TASK INSTRUCTIONS | The expected output is the data itself, duplicated in full.
◆ ◆ ◆ ◆
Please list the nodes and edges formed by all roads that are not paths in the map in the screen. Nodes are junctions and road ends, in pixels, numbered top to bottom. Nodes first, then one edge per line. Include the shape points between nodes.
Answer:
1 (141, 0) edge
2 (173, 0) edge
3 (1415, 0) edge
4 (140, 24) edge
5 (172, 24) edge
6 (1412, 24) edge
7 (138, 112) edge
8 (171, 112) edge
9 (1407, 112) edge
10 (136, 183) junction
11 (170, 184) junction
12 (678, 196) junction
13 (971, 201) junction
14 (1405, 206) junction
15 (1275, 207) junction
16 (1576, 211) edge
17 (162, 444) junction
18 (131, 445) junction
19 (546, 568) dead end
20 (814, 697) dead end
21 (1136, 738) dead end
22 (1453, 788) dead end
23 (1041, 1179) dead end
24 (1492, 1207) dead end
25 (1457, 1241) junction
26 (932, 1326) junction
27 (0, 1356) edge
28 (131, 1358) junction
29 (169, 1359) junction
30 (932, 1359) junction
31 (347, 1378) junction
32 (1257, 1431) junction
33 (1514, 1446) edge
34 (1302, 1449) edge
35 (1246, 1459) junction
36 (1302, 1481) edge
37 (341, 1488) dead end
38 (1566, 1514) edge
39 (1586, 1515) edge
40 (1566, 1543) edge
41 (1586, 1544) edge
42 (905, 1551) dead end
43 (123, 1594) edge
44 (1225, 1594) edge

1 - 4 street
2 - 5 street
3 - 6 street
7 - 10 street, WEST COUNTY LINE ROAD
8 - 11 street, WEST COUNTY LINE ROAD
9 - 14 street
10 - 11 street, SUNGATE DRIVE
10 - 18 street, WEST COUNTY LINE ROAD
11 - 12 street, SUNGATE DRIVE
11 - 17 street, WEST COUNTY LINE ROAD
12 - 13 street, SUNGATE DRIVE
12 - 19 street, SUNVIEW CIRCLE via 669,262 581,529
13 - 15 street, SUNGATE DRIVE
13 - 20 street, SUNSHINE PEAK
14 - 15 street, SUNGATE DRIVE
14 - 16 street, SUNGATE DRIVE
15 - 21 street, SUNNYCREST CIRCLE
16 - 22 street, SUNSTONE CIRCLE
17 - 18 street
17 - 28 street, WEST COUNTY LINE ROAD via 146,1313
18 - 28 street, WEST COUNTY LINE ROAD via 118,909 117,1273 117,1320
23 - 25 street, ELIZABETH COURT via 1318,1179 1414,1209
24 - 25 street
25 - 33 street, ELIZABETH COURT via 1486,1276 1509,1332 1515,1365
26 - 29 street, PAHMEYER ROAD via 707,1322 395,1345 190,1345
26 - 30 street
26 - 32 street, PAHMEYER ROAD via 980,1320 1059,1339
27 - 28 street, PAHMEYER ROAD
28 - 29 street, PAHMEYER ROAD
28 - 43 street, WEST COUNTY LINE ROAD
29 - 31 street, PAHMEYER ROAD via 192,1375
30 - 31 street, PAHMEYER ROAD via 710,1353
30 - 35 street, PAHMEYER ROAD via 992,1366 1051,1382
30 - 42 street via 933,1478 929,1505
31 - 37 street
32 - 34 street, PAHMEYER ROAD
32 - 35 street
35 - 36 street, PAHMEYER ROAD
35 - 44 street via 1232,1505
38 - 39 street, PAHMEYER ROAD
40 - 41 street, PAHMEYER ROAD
◆ ◆ ◆ ◆
RESULT FOR THIS EXERCISE |
Please list the nodes and edges formed by all roads that are not paths in the map in the screen. Nodes are junctions and road ends, in pixels, numbered top to bottom. Nodes first, then one edge per line. Include the shape points between nodes.
Answer:
1 (141, 0) edge
2 (173, 0) edge
3 (1415, 0) edge
4 (140, 24) edge
5 (172, 24) edge
6 (1412, 24) edge
7 (138, 112) edge
8 (171, 112) edge
9 (1407, 112) edge
10 (136, 183) junction
11 (170, 184) junction
12 (678, 196) junction
13 (971, 201) junction
14 (1405, 206) junction
15 (1275, 207) junction
16 (1576, 211) edge
17 (162, 444) junction
18 (131, 445) junction
19 (546, 568) dead end
20 (814, 697) dead end
21 (1136, 738) dead end
22 (1453, 788) dead end
23 (1041, 1179) dead end
24 (1492, 1207) dead end
25 (1457, 1241) junction
26 (932, 1326) junction
27 (0, 1356) edge
28 (131, 1358) junction
29 (169, 1359) junction
30 (932, 1359) junction
31 (347, 1378) junction
32 (1257, 1431) junction
33 (1514, 1446) edge
34 (1302, 1449) edge
35 (1246, 1459) junction
36 (1302, 1481) edge
37 (341, 1488) dead end
38 (1566, 1514) edge
39 (1586, 1515) edge
40 (1566, 1543) edge
41 (1586, 1544) edge
42 (905, 1551) dead end
43 (123, 1594) edge
44 (1225, 1594) edge

1 - 4 street
2 - 5 street
3 - 6 street
7 - 10 street, WEST COUNTY LINE ROAD
8 - 11 street, WEST COUNTY LINE ROAD
9 - 14 street
10 - 11 street, SUNGATE DRIVE
10 - 18 street, WEST COUNTY LINE ROAD
11 - 12 street, SUNGATE DRIVE
11 - 17 street, WEST COUNTY LINE ROAD
12 - 13 street, SUNGATE DRIVE
12 - 19 street, SUNVIEW CIRCLE via 669,262 581,529
13 - 15 street, SUNGATE DRIVE
13 - 20 street, SUNSHINE PEAK
14 - 15 street, SUNGATE DRIVE
14 - 16 street, SUNGATE DRIVE
15 - 21 street, SUNNYCREST CIRCLE
16 - 22 street, SUNSTONE CIRCLE
17 - 18 street
17 - 28 street, WEST COUNTY LINE ROAD via 146,1313
18 - 28 street, WEST COUNTY LINE ROAD via 118,909 117,1273 117,1320
23 - 25 street, ELIZABETH COURT via 1318,1179 1414,1209
24 - 25 street
25 - 33 street, ELIZABETH COURT via 1486,1276 1509,1332 1515,1365
26 - 29 street, PAHMEYER ROAD via 707,1322 395,1345 190,1345
26 - 30 street
26 - 32 street, PAHMEYER ROAD via 980,1320 1059,1339
27 - 28 street, PAHMEYER ROAD
28 - 29 street, PAHMEYER ROAD
28 - 43 street, WEST COUNTY LINE ROAD
29 - 31 street, PAHMEYER ROAD via 192,1375
30 - 31 street, PAHMEYER ROAD via 710,1353
30 - 35 street, PAHMEYER ROAD via 992,1366 1051,1382
30 - 42 street via 933,1478 929,1505
31 - 37 street
32 - 34 street, PAHMEYER ROAD
32 - 35 street
35 - 36 street, PAHMEYER ROAD
35 - 44 street via 1232,1505
38 - 39 street, PAHMEYER ROAD
40 - 41 street, PAHMEYER ROAD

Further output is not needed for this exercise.